Tuesday, November 3, 2009

It's MY Time . . .

and it can be YOUR Time too!!

As many of you know, this month is American Diabetes Month.  Over at dLife, a special initiative is going on all month called It's MY Time.  The goal is to encourage those of us with diabetes to reflect on the good things we do to manage our diabetes and to make small changes each week to improve the areas that need some work.

This week is about setting goals and getting motivated with three steps.

Step 1: Assess - Since starting on the pump in 2008 and the CGM earlier this year, I'm managing my diabetes better than I ever have.  I've got the lowest A1C I've ever had, and I'm hoping to see it holding steady when I go back to my endo next month.  But honestly, I still have areas of my management that need more focus and improvement.  I probably always will.  Diabetes has so many facets and factors that it often feels like a juggling act - with more balls than I can possible keep in the air.

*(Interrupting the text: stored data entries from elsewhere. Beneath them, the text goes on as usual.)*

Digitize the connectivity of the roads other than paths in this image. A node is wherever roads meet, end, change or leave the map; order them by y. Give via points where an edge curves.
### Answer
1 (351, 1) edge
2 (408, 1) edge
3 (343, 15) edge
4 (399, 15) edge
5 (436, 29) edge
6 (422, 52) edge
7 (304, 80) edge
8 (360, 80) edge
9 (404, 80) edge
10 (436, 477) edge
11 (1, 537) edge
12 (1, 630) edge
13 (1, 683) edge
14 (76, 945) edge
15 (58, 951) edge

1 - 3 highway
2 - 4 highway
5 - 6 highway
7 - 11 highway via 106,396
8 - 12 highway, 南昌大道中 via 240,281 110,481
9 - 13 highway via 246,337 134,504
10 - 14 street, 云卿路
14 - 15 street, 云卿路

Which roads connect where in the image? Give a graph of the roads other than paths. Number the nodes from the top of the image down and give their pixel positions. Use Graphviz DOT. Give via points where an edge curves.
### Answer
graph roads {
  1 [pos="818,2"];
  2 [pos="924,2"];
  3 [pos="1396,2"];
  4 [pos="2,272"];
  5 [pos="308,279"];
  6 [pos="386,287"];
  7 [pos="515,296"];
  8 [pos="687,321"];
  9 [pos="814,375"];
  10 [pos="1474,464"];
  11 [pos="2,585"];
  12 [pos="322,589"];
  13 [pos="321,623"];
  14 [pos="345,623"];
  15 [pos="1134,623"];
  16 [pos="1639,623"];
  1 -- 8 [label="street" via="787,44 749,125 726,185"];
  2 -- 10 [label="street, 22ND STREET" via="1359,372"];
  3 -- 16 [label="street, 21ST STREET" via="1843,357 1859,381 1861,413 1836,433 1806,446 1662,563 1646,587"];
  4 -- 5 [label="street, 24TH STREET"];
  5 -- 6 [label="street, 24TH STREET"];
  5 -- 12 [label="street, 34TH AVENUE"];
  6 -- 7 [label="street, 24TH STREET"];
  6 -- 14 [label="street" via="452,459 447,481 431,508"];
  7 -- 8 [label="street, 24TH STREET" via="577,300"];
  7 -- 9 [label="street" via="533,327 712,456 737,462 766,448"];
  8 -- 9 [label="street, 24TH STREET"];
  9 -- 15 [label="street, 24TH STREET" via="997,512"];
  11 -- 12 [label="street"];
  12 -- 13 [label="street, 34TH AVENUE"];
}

Step 2: Make a List - For today, I'm going to limit my list to three good things and three bad things.  What balls am I keeping in the air?
  • I've been focusing on healthy eating over the past few months - ridding our cabinets of unhealthy food and buying organic foods with better ingredients as much as possible.  Splenda has been traded for Stevia.  Chemical and preservative loaded treats full of High Fructose Corn Syrup have been swapped for better treats like Back to Nature cookies and Lara Bars.  Instead of eating Nurtri-Grain bars for breakfast, I reach for an organic banana.  Not only are my blood sugars benefiting, but I'm feeling better too.
  • I test.  A lot.  Eight to ten times a day.
  • I always wear my CGM.
And where have I dropped the ball?
  • Logging.  I used to log everything . . . all the time.  Over the past few months I've fallen out of the logging habit though.
  • Exercise.  I go in spurts where I'm really good about getting a work out in every day.  Unfortunately, those spurts only last a few weeks before I go back to being a slacker.
  • Ignoring the CGM alarms.  Yes, I wear my CGM 24/7.  But sometimes, especially over night, I tend to ignore the low alarms.  I decide that it must be off and I'm not really that low.  Or that I'm on the upswing and should just wait for my blood sugar to come back up on its own.
Step 3: Prioritize - The last step is to pick one thing to work on improving each week.  I'm going to start with my biggest challenge.  EXERCISE  I had joined that Shred Challenge and did really well for the first week.  Seven workouts in a row.  But then I got sick.  I was stuck on the couch most of last week with barely enough energy to operate the TV remote.  Once a workout streak is broken I have a hard time starting up again.  But yesterday morning, I got a quick 20 minutes in on the treadmill.  This morning I'll do another 20, and my 45 minute ballroom-dance lesson is tonight.

So there you go.  That's MY Time.  How about YOU?  Are you ready to use this month to make some improvements?  Check out It's MY Time and come join the Community Group. Together we can do it, one small step at a time.

1 comment:

  1. I need to check this out. Good job and thank you for the info!